** SUPPLIED INFORMATION follows **

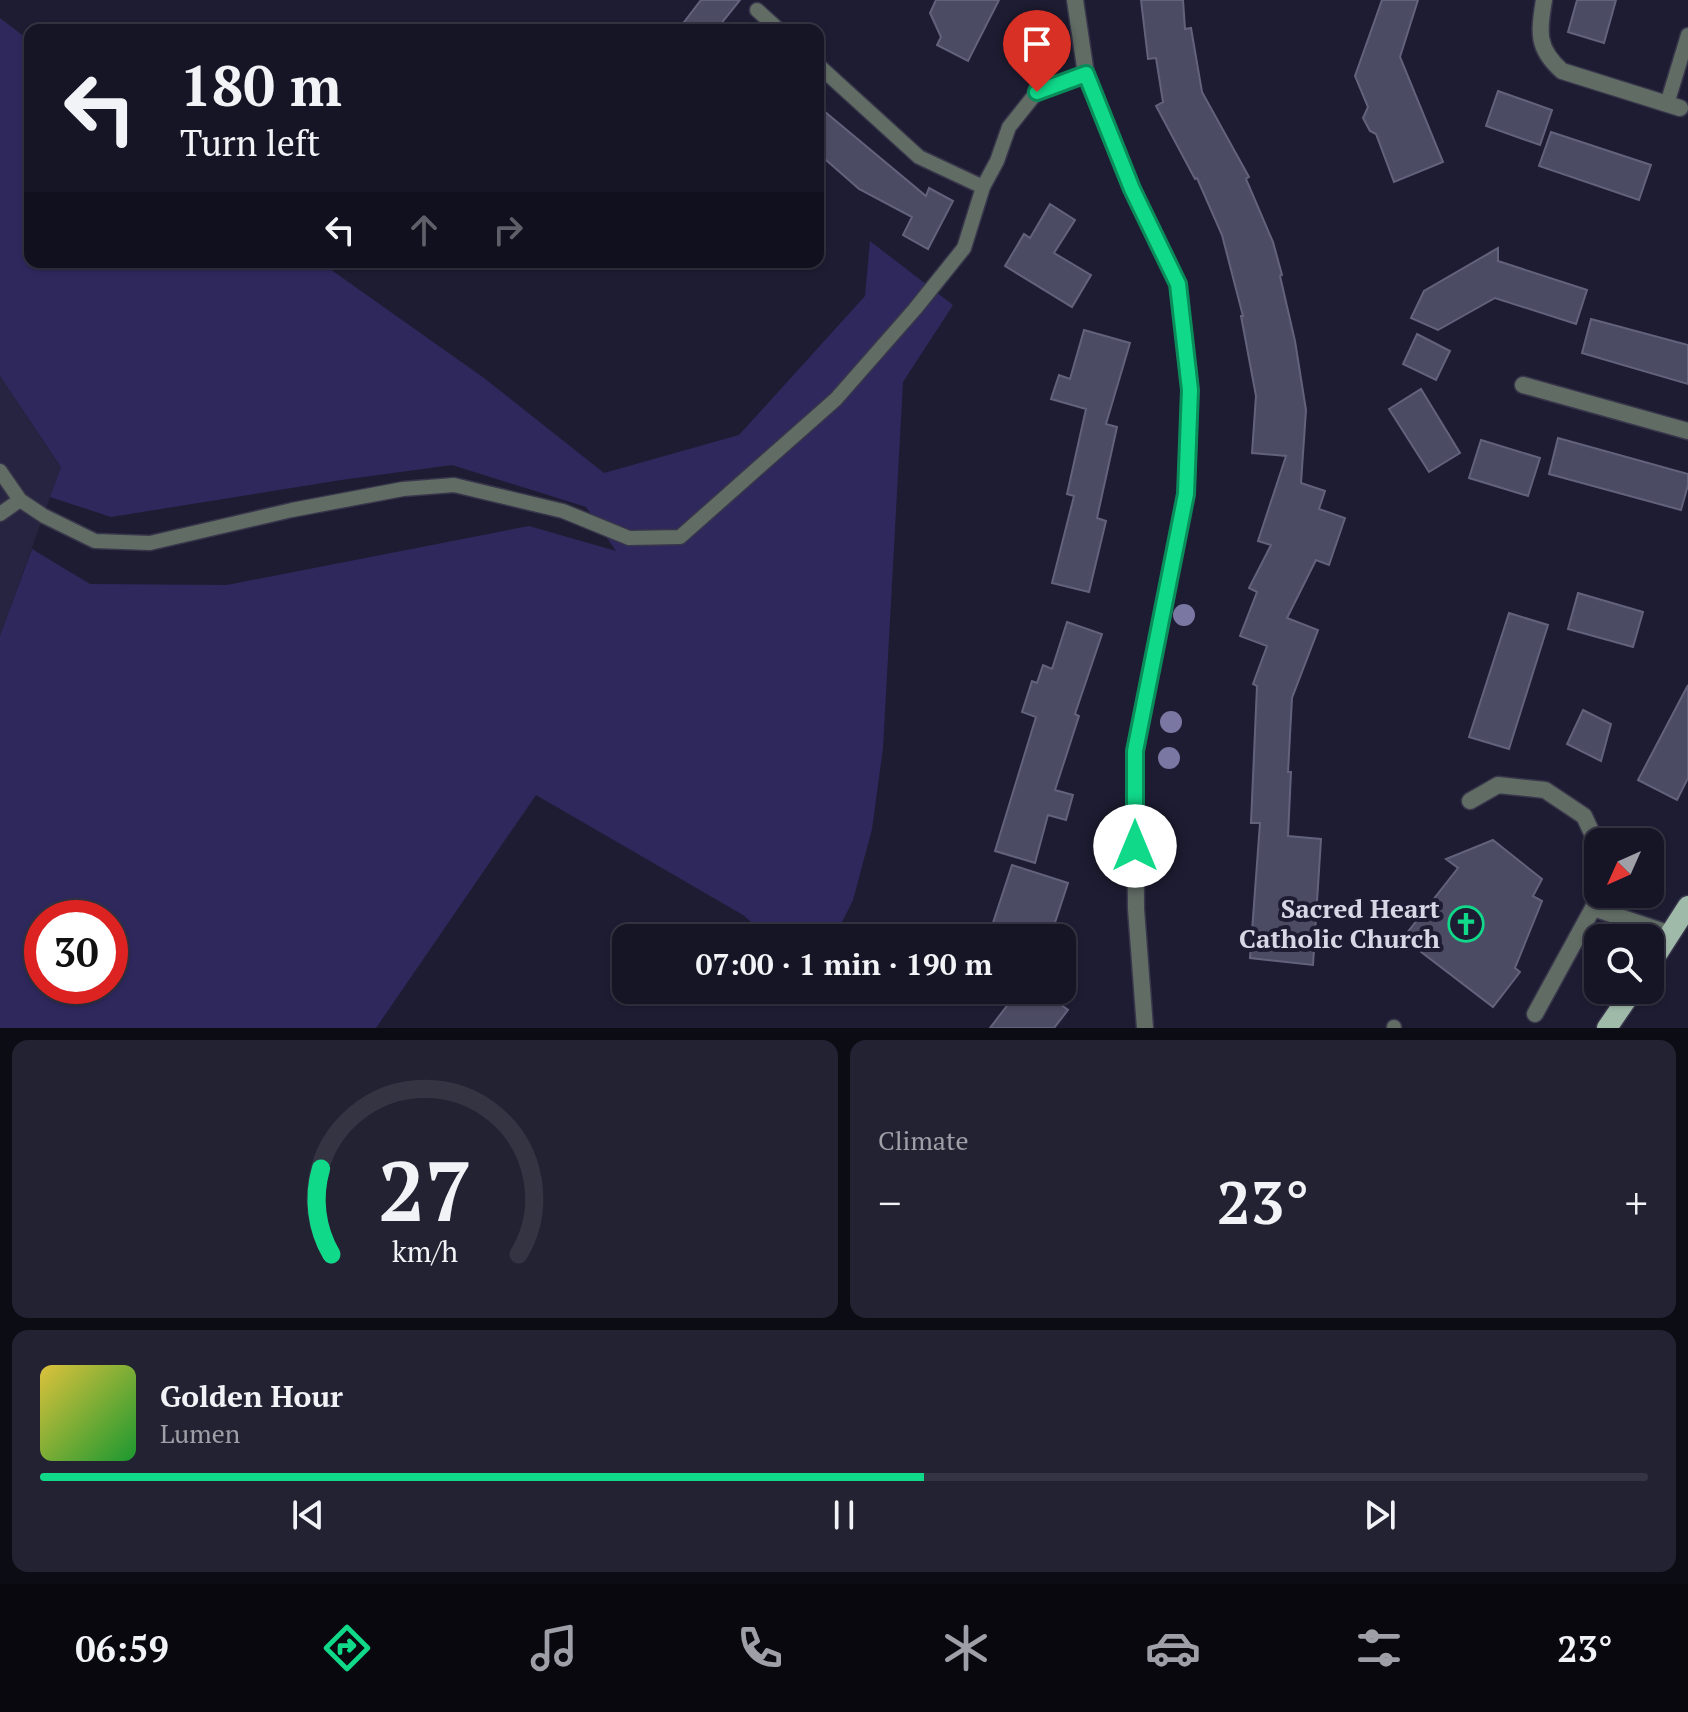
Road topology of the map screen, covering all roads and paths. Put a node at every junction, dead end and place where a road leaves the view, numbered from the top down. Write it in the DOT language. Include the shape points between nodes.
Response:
graph roads {
  1 [pos="1075,0"];
  2 [pos="1544,0"];
  3 [pos="757,10"];
  4 [pos="772,24"];
  5 [pos="1688,35"];
  6 [pos="824,70"];
  7 [pos="1086,74"];
  8 [pos="1673,106"];
  9 [pos="983,187"];
  10 [pos="1523,385"];
  11 [pos="1688,431"];
  12 [pos="0,471"];
  13 [pos="20,500"];
  14 [pos="0,514"];
  15 [pos="1470,801"];
  16 [pos="1590,828"];
  17 [pos="1688,906"];
  18 [pos="1592,908"];
  19 [pos="1612,908"];
  20 [pos="1671,934"];
  21 [pos="1664,944"];
  22 [pos="1623,1004"];
  23 [pos="1535,1014"];
  24 [pos="1145,1028"];
  25 [pos="1607,1028"];
  1 -- 7 [label="street"];
  2 -- 8 [label="street" via="1539,32 1548,58 1562,71"];
  3 -- 4 [label="lane"];
  5 -- 8 [label="lane"];
  6 -- 9 [label="lane" via="919,157"];
  7 -- 9 [label="lane" via="1037,92 1009,127"];
  7 -- 24 [label="street" via="1132,189 1178,284 1190,390 1186,494 1135,751 1136,909"];
  9 -- 13 [label="lane" via="964,248 915,309 836,399 680,537 629,538 563,511 454,485 389,491 150,543 95,541"];
  10 -- 11 [label="street"];
  12 -- 13 [label="lane"];
  13 -- 14 [label="lane"];
  15 -- 16 [label="street" via="1498,785 1545,790 1584,816"];
  17 -- 20 [label="main road"];
  18 -- 23 [label="street"];
  19 -- 20 [label="street"];
  20 -- 21 [label="main road"];
  22 -- 25 [label="main road"];
}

** End of SUPPLIED INFORMATION **

TRY IT: Please retype the data exactly, but do not carry over any picture.

RESPONSE:
Road topology of the map screen, covering all roads and paths. Put a node at every junction, dead end and place where a road leaves the view, numbered from the top down. Write it in the DOT language. Include the shape points between nodes.
Response:
graph roads {
  1 [pos="1075,0"];
  2 [pos="1544,0"];
  3 [pos="757,10"];
  4 [pos="772,24"];
  5 [pos="1688,35"];
  6 [pos="824,70"];
  7 [pos="1086,74"];
  8 [pos="1673,106"];
  9 [pos="983,187"];
  10 [pos="1523,385"];
  11 [pos="1688,431"];
  12 [pos="0,471"];
  13 [pos="20,500"];
  14 [pos="0,514"];
  15 [pos="1470,801"];
  16 [pos="1590,828"];
  17 [pos="1688,906"];
  18 [pos="1592,908"];
  19 [pos="1612,908"];
  20 [pos="1671,934"];
  21 [pos="1664,944"];
  22 [pos="1623,1004"];
  23 [pos="1535,1014"];
  24 [pos="1145,1028"];
  25 [pos="1607,1028"];
  1 -- 7 [label="street"];
  2 -- 8 [label="street" via="1539,32 1548,58 1562,71"];
  3 -- 4 [label="lane"];
  5 -- 8 [label="lane"];
  6 -- 9 [label="lane" via="919,157"];
  7 -- 9 [label="lane" via="1037,92 1009,127"];
  7 -- 24 [label="street" via="1132,189 1178,284 1190,390 1186,494 1135,751 1136,909"];
  9 -- 13 [label="lane" via="964,248 915,309 836,399 680,537 629,538 563,511 454,485 389,491 150,543 95,541"];
  10 -- 11 [label="street"];
  12 -- 13 [label="lane"];
  13 -- 14 [label="lane"];
  15 -- 16 [label="street" via="1498,785 1545,790 1584,816"];
  17 -- 20 [label="main road"];
  18 -- 23 [label="street"];
  19 -- 20 [label="street"];
  20 -- 21 [label="main road"];
  22 -- 25 [label="main road"];
}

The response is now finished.